# Rubik's Cube magic Trick



## dudemanpp (Jun 19, 2007)

Does anyone know how to do this?

http://www.youtube.com/watch?v=_Yw7oX5CXhk

Ebay link


----------



## Me (Jun 19, 2007)

I recall talking to someone about this, the best explanation we could come up with was that it was a trick cube with tiles that could be flipped or something, if you look at clearer versions of the trick you'll notice that the cube has too many or too little of a particular color, (12 whites and 6 reds as i recall.)
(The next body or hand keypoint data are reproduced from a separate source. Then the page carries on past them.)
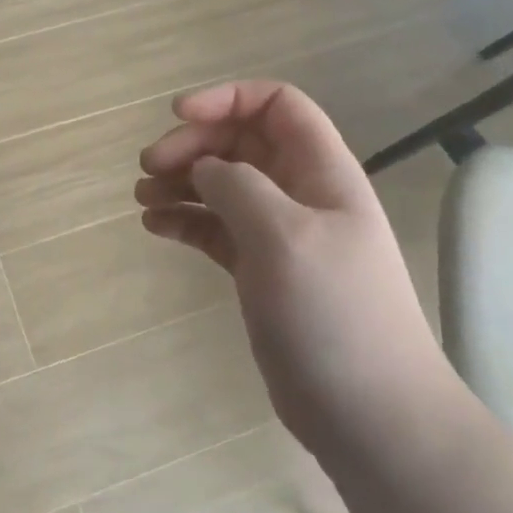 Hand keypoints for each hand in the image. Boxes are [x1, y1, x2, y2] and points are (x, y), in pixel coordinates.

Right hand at [136, 81, 453, 455]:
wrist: (369, 413)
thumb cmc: (333, 313)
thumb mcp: (284, 235)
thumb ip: (238, 186)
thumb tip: (204, 168)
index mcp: (320, 171)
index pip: (276, 105)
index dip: (227, 99)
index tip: (178, 116)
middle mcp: (299, 193)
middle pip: (240, 142)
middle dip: (192, 145)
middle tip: (148, 167)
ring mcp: (278, 233)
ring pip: (222, 185)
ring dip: (180, 182)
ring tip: (143, 197)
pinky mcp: (259, 270)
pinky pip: (215, 227)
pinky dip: (184, 220)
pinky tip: (155, 227)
thats the only ideas my friend and i had. anyothers?


----------



## Rama (Jun 19, 2007)

I discussed it with Ton Dennebroek about this, he said that there where some round shaped Rubik like puzzles wich you could scramble, but when you throw it in the air it will flip inside out and it is solved, so I think it is just an cube shaped type.


----------



## icke (Jun 20, 2007)

he probably just uses two cubes a scrambled one and a solved one and just switches them in his act. the other explanations are a little bit more complicated and i dont think that the cube is different in the color then a original one.


----------



## davidcon (Jun 20, 2007)

No, it's a gimmicked cube. I don't know how the mechanism works, as I don't have one. The tile flipping idea sounds plausible, though.

First post, btw.

-davidcon


----------



## edd5190 (Jun 20, 2007)

I've heard of self solving cubes with rubber bands in the mechanisms, so when you scramble the cube, the bands snap the cube back into a solved state.


----------



## KJiptner (Jun 20, 2007)

Wow I was always twisting the cube like crazy to solve it. I memorized tons of algorithms to do it faster. Practiced for hours and hours... If I had just known that throwing it into the air does it... damn...


----------



## icke (Jun 20, 2007)

if he uses rubber bands shouldnt he hold all layers so that it doesnt unscramble? he has the cube flat on his hand shouldnt it snap back then. i mean if he sneezes and there is a cube in his hand then it is probably not a problem for him to switch the cube behind his arms. how would the rubberband cube work, where do you huck up the rubber bands to, and how much turns could you make? the cube looks pretty scrambled, so it would be at least 10 turn and i dont know if rubber band could do that that quick


----------



## dudemanpp (Jun 21, 2007)

Store Link

After some searching, I found a version of it but it doesn't tell how it does it (obviously).


----------



## icke (Jun 21, 2007)

i did some research too and found that http://cgi.ebay.com/Enchanted-Rubiks-Cube-...4QQcmdZViewItem
this is the guide to this trick. apparently you just use a regular cube and modify it. but i still dont know how.


----------



## Sturkman11 (Jul 17, 2007)

*I know how*

On youtube, there is a vid of a guy doing this trick, there is also a tutorial of how to do this on youtube. You need a spare cube, thats about it!


----------



## tim (Jul 17, 2007)

And here is the link to this vid: http://youtube.com/watch?v=BgafKo6EIGk


----------